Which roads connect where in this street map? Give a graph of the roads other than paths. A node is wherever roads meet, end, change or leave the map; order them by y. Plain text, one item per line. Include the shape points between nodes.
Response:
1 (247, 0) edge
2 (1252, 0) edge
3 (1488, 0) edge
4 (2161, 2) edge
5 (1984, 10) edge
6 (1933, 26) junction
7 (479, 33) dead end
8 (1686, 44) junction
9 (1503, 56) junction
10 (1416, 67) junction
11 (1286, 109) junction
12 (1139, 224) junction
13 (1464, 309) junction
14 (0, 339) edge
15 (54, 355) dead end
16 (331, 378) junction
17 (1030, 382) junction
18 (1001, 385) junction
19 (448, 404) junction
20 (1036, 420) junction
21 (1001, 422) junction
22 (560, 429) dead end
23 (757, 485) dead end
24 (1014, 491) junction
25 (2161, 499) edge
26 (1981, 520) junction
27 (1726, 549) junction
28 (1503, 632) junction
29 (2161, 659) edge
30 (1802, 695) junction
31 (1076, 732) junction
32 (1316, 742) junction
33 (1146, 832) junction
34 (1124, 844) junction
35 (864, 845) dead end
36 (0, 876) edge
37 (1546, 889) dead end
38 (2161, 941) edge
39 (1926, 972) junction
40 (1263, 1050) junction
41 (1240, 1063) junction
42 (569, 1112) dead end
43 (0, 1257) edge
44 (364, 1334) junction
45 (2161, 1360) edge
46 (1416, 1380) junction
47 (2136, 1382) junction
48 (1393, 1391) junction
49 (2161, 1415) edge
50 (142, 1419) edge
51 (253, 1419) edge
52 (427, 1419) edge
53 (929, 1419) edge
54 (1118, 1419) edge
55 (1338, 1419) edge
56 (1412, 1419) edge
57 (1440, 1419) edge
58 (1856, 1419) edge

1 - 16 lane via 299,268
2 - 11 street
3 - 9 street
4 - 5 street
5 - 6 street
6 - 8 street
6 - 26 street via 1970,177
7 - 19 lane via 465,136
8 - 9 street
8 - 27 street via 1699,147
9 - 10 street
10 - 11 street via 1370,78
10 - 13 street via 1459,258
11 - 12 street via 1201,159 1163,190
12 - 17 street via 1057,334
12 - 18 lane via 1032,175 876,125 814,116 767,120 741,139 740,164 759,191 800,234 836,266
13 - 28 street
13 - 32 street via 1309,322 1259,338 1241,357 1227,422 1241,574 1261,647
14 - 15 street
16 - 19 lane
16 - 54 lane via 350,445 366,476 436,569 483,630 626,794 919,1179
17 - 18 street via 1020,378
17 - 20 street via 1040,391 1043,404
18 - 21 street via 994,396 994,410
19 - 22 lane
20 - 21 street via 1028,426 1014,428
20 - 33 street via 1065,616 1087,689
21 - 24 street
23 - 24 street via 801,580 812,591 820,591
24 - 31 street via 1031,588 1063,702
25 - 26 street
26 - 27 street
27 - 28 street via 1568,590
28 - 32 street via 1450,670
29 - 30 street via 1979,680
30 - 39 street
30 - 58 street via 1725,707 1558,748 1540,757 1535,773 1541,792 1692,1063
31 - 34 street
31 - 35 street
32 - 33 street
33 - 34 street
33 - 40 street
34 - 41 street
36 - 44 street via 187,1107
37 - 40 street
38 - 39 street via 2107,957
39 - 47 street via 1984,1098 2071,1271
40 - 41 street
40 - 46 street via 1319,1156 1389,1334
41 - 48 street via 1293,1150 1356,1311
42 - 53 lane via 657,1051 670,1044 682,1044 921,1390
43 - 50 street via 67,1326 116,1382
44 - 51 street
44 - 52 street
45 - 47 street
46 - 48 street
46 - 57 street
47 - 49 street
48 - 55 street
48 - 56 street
========
Your instructions -
Write out all the material exactly, keeping each word.

Reply -
Which roads connect where in this street map? Give a graph of the roads other than paths. A node is wherever roads meet, end, change or leave the map; order them by y. Plain text, one item per line. Include the shape points between nodes.
Response:
1 (247, 0) edge
2 (1252, 0) edge
3 (1488, 0) edge
4 (2161, 2) edge
5 (1984, 10) edge
6 (1933, 26) junction
7 (479, 33) dead end
8 (1686, 44) junction
9 (1503, 56) junction
10 (1416, 67) junction
11 (1286, 109) junction
12 (1139, 224) junction
13 (1464, 309) junction
14 (0, 339) edge
15 (54, 355) dead end
16 (331, 378) junction
17 (1030, 382) junction
18 (1001, 385) junction
19 (448, 404) junction
20 (1036, 420) junction
21 (1001, 422) junction
22 (560, 429) dead end
23 (757, 485) dead end
24 (1014, 491) junction
25 (2161, 499) edge
26 (1981, 520) junction
27 (1726, 549) junction
28 (1503, 632) junction
29 (2161, 659) edge
30 (1802, 695) junction
31 (1076, 732) junction
32 (1316, 742) junction
33 (1146, 832) junction
34 (1124, 844) junction
35 (864, 845) dead end
36 (0, 876) edge
37 (1546, 889) dead end
38 (2161, 941) edge
39 (1926, 972) junction
40 (1263, 1050) junction
41 (1240, 1063) junction
42 (569, 1112) dead end
43 (0, 1257) edge
44 (364, 1334) junction
45 (2161, 1360) edge
46 (1416, 1380) junction
47 (2136, 1382) junction
48 (1393, 1391) junction
49 (2161, 1415) edge
50 (142, 1419) edge
51 (253, 1419) edge
52 (427, 1419) edge
53 (929, 1419) edge
54 (1118, 1419) edge
55 (1338, 1419) edge
56 (1412, 1419) edge
57 (1440, 1419) edge
58 (1856, 1419) edge

1 - 16 lane via 299,268
2 - 11 street
3 - 9 street
4 - 5 street
5 - 6 street
6 - 8 street
6 - 26 street via 1970,177
7 - 19 lane via 465,136
8 - 9 street
8 - 27 street via 1699,147
9 - 10 street
10 - 11 street via 1370,78
10 - 13 street via 1459,258
11 - 12 street via 1201,159 1163,190
12 - 17 street via 1057,334
12 - 18 lane via 1032,175 876,125 814,116 767,120 741,139 740,164 759,191 800,234 836,266
13 - 28 street
13 - 32 street via 1309,322 1259,338 1241,357 1227,422 1241,574 1261,647
14 - 15 street
16 - 19 lane
16 - 54 lane via 350,445 366,476 436,569 483,630 626,794 919,1179
17 - 18 street via 1020,378
17 - 20 street via 1040,391 1043,404
18 - 21 street via 994,396 994,410
19 - 22 lane
20 - 21 street via 1028,426 1014,428
20 - 33 street via 1065,616 1087,689
21 - 24 street
23 - 24 street via 801,580 812,591 820,591
24 - 31 street via 1031,588 1063,702
25 - 26 street
26 - 27 street
27 - 28 street via 1568,590
28 - 32 street via 1450,670
29 - 30 street via 1979,680
30 - 39 street
30 - 58 street via 1725,707 1558,748 1540,757 1535,773 1541,792 1692,1063
31 - 34 street
31 - 35 street
32 - 33 street
33 - 34 street
33 - 40 street
34 - 41 street
36 - 44 street via 187,1107
37 - 40 street
38 - 39 street via 2107,957
39 - 47 street via 1984,1098 2071,1271
40 - 41 street
40 - 46 street via 1319,1156 1389,1334
41 - 48 street via 1293,1150 1356,1311
42 - 53 lane via 657,1051 670,1044 682,1044 921,1390
43 - 50 street via 67,1326 116,1382
44 - 51 street
44 - 52 street
45 - 47 street
46 - 48 street
46 - 57 street
47 - 49 street
48 - 55 street
48 - 56 street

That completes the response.